Daujat, S., Weiss, T., Mohn, F., Lange, U. C., Ziegler-Birling, C., Zeissler, U., et al. (2009). H3K64 trimethylation marks heterochromatin and is dynamically remodeled during developmental reprogramming. Nature Structural & Molecular Biology, 16(7), 777-781. doi:10.1038/nsmb.1629.

Cite as: https://hdl.handle.net/11858/00-001M-0000-0010-7D5C-9

Abstract

Histone modifications are central to the regulation of all DNA-dependent processes. Lys64 of histone H3 (H3K64) lies within the globular domain at a structurally important position. We identify trimethylation of H3K64 (H3K64me3) as a modification that is enriched at pericentric heterochromatin and associated with repeat sequences and transcriptionally inactive genomic regions.

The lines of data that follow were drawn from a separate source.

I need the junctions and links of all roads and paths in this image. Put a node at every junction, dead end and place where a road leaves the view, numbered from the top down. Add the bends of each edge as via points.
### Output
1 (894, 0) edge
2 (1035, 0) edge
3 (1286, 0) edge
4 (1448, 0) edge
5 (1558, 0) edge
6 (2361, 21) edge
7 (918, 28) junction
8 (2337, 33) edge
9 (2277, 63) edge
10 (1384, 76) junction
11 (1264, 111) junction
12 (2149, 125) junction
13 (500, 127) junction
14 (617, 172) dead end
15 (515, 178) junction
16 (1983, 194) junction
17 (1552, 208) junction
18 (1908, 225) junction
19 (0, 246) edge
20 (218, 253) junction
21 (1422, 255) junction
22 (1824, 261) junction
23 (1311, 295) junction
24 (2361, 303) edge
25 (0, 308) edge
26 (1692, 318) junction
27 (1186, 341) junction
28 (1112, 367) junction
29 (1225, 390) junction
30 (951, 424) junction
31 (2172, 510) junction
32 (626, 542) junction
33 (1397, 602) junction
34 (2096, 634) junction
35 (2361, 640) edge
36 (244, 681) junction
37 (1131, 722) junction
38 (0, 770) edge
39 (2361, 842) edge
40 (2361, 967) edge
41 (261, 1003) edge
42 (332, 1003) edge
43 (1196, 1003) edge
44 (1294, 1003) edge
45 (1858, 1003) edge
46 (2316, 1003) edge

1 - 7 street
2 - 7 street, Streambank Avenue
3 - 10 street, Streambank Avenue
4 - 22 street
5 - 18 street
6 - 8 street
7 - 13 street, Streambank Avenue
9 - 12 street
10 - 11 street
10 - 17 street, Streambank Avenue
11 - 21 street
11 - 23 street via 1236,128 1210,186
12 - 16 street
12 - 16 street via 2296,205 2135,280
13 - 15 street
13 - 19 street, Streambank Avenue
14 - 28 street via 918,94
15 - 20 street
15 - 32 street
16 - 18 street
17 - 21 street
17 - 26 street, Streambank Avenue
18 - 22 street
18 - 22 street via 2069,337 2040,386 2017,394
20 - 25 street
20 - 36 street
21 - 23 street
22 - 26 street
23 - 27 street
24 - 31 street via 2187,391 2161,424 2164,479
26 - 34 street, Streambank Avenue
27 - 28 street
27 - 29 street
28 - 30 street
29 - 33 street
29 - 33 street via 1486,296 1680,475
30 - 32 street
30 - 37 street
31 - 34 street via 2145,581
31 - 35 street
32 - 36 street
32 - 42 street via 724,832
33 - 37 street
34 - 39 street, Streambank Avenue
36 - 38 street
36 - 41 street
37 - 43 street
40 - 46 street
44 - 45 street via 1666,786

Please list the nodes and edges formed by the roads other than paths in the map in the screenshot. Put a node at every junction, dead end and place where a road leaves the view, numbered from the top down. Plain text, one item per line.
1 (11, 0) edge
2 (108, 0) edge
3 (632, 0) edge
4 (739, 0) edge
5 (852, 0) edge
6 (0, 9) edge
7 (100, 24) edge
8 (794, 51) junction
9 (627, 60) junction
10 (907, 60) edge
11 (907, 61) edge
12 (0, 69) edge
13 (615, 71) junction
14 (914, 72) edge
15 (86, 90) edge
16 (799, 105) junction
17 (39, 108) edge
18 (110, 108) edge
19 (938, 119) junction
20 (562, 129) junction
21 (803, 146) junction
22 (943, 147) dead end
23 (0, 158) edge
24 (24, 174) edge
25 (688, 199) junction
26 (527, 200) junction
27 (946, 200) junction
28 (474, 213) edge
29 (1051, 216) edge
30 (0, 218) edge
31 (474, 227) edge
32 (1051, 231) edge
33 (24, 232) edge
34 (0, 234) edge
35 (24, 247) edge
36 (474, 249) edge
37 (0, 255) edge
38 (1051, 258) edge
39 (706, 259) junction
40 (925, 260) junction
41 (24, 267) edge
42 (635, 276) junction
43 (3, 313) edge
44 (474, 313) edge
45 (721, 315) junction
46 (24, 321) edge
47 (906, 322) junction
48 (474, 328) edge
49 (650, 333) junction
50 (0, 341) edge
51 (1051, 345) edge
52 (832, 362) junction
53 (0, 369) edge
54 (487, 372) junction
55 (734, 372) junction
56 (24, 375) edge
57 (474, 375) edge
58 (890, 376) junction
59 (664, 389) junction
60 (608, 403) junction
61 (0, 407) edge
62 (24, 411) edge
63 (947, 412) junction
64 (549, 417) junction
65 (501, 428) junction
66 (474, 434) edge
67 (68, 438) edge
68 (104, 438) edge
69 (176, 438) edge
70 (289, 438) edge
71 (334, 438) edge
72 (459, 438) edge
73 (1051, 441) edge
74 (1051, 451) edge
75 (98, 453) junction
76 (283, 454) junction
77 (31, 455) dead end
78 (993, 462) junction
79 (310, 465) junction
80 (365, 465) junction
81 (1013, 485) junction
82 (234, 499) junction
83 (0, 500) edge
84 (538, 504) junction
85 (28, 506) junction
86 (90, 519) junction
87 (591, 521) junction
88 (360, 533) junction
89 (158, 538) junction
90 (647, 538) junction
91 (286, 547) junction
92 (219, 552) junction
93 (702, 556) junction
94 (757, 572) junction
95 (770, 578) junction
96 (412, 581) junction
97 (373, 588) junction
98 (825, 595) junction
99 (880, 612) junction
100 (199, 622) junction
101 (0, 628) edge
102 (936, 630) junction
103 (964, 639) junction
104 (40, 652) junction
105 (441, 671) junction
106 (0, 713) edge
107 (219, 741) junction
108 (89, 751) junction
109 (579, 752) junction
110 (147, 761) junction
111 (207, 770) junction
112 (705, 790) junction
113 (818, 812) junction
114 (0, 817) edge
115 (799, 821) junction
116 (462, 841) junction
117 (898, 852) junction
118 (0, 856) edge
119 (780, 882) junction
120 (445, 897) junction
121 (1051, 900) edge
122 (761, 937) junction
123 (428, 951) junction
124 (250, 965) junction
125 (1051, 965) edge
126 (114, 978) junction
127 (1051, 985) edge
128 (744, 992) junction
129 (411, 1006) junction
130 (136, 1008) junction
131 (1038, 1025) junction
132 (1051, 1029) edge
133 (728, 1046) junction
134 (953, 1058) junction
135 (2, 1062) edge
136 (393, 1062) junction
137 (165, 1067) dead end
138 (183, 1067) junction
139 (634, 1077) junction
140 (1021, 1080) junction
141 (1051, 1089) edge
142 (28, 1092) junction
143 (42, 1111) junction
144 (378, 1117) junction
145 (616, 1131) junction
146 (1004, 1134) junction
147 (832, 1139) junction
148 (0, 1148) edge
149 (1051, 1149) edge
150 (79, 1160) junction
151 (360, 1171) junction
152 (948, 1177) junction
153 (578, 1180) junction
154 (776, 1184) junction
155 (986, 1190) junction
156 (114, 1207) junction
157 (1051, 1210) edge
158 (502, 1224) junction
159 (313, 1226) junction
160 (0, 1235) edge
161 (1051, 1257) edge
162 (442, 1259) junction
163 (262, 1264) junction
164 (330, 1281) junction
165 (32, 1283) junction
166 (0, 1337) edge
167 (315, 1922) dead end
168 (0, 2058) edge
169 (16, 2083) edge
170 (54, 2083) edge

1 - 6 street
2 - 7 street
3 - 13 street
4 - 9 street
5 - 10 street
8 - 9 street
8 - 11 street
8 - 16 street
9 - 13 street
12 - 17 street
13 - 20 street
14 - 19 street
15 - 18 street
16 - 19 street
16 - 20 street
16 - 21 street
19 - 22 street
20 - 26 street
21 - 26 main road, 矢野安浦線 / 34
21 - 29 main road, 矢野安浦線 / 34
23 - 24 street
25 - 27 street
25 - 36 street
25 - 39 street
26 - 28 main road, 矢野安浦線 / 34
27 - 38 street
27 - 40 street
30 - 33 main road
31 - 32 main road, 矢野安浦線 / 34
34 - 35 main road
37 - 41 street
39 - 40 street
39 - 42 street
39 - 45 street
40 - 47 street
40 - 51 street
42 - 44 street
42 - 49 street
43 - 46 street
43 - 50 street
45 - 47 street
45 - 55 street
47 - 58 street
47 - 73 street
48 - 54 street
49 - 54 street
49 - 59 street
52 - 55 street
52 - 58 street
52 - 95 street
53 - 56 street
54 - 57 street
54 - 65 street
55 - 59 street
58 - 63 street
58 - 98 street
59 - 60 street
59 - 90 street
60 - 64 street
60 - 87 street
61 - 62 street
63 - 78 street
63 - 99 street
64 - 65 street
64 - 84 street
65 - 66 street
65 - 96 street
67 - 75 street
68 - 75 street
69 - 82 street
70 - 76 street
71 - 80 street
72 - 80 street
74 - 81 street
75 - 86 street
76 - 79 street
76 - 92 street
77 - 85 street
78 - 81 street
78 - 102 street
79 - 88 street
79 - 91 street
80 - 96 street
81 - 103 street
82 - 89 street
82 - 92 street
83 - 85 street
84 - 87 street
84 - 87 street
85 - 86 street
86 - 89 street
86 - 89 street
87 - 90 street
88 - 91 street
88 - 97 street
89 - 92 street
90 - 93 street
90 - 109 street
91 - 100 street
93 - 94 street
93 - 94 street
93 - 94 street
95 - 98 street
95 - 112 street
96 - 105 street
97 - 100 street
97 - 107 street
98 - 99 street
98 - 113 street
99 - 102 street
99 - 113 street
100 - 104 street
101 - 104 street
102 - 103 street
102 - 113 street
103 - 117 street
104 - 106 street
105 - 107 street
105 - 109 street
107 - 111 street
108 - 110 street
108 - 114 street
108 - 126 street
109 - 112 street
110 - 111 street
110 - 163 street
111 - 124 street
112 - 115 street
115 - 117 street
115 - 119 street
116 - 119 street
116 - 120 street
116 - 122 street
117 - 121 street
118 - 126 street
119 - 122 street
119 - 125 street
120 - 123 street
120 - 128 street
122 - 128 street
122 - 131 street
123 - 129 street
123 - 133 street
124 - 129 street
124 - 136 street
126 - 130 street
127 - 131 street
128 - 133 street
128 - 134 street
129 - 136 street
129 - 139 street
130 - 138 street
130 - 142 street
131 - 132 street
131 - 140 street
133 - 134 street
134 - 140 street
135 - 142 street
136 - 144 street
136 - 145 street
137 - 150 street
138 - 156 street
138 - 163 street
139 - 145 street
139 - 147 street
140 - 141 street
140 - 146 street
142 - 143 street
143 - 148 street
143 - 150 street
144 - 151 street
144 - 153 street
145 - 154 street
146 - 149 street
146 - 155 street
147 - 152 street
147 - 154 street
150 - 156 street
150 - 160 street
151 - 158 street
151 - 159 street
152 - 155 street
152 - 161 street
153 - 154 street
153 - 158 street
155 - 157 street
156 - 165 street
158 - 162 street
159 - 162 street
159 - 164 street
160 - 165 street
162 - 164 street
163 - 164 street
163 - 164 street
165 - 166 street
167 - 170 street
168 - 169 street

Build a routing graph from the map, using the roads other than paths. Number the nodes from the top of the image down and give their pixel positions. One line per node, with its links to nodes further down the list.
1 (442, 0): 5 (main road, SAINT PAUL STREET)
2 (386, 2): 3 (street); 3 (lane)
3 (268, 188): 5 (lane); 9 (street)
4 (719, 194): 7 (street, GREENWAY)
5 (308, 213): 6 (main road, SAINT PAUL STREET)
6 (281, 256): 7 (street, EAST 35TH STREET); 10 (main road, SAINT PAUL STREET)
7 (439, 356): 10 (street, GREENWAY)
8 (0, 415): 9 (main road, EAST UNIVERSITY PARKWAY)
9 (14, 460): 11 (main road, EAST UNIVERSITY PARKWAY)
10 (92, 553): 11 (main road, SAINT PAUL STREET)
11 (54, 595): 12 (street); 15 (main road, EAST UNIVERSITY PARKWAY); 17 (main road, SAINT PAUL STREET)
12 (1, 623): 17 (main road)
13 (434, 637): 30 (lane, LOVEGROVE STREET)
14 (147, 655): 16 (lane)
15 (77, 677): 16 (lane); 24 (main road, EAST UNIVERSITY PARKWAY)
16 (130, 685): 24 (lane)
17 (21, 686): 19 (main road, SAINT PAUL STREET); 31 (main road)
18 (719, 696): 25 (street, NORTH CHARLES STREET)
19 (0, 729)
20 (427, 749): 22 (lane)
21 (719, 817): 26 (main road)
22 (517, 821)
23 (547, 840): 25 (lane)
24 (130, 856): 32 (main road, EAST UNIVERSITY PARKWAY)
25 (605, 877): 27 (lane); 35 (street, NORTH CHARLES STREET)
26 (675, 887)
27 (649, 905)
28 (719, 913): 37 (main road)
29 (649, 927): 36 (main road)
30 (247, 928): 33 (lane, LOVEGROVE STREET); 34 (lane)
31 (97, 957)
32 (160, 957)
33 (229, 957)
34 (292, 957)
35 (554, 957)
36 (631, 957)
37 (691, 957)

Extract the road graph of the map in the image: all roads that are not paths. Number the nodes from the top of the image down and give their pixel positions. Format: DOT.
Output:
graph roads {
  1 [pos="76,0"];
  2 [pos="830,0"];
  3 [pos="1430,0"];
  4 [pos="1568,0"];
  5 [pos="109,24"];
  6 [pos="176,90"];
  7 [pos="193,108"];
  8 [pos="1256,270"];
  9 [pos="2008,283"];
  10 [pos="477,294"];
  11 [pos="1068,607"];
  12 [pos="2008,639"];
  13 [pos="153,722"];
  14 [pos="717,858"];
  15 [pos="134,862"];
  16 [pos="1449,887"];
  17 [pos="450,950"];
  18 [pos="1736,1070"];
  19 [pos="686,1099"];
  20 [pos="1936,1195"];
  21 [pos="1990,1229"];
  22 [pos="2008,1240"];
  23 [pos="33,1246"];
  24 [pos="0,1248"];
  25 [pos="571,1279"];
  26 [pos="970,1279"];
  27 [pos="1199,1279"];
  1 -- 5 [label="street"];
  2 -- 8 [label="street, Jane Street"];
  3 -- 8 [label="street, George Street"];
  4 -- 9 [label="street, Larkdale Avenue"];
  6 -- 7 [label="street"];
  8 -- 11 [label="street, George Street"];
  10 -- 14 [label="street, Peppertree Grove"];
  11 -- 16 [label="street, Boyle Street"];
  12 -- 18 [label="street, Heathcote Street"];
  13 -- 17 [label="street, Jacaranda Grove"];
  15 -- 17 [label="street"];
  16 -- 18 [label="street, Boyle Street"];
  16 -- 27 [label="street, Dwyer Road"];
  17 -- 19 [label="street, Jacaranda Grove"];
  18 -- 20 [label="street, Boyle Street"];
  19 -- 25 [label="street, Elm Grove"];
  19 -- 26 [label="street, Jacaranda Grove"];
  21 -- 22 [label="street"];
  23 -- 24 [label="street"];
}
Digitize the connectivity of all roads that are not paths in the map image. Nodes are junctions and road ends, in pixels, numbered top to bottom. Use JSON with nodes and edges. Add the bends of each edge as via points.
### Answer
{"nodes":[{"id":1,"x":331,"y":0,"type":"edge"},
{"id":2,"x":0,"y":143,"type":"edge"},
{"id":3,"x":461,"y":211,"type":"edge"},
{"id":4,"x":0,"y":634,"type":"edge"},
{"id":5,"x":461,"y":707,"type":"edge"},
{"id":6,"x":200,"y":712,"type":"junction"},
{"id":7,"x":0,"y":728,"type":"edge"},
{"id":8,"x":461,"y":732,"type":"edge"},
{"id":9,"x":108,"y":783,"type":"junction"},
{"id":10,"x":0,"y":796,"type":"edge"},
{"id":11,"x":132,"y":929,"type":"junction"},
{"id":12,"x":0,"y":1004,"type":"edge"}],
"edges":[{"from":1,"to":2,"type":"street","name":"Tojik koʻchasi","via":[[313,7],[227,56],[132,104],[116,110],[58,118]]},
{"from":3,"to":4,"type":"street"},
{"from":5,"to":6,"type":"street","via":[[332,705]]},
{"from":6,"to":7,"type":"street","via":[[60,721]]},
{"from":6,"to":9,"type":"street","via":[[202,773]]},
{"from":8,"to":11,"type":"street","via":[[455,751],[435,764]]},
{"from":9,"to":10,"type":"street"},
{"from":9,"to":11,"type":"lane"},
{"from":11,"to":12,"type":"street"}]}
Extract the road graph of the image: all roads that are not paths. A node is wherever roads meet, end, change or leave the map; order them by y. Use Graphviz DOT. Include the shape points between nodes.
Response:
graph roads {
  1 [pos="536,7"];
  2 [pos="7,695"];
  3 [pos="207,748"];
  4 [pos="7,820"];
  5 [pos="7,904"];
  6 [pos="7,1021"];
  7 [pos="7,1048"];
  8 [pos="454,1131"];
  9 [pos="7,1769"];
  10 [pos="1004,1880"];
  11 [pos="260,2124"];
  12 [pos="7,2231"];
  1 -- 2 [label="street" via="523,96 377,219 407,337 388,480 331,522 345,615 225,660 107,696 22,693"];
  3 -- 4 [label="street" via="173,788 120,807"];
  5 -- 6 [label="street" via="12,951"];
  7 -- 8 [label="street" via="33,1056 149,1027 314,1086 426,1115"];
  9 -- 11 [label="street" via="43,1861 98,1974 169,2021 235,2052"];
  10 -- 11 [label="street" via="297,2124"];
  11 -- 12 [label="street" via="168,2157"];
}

We show that this new mark is dynamic during the two main epigenetic reprogramming events in mammals. In primordial germ cells, H3K64me3 is present at the time of specification, but it disappears transiently during reprogramming. In early mouse embryos, it is inherited exclusively maternally; subsequently, the modification is rapidly removed, suggesting an important role for H3K64me3 turnover in development. Taken together, our findings establish H3K64me3 as a previously uncharacterized histone modification that is preferentially localized to repressive chromatin. We hypothesize that H3K64me3 helps to 'secure' nucleosomes, and perhaps the surrounding chromatin, in an appropriately repressed state during development.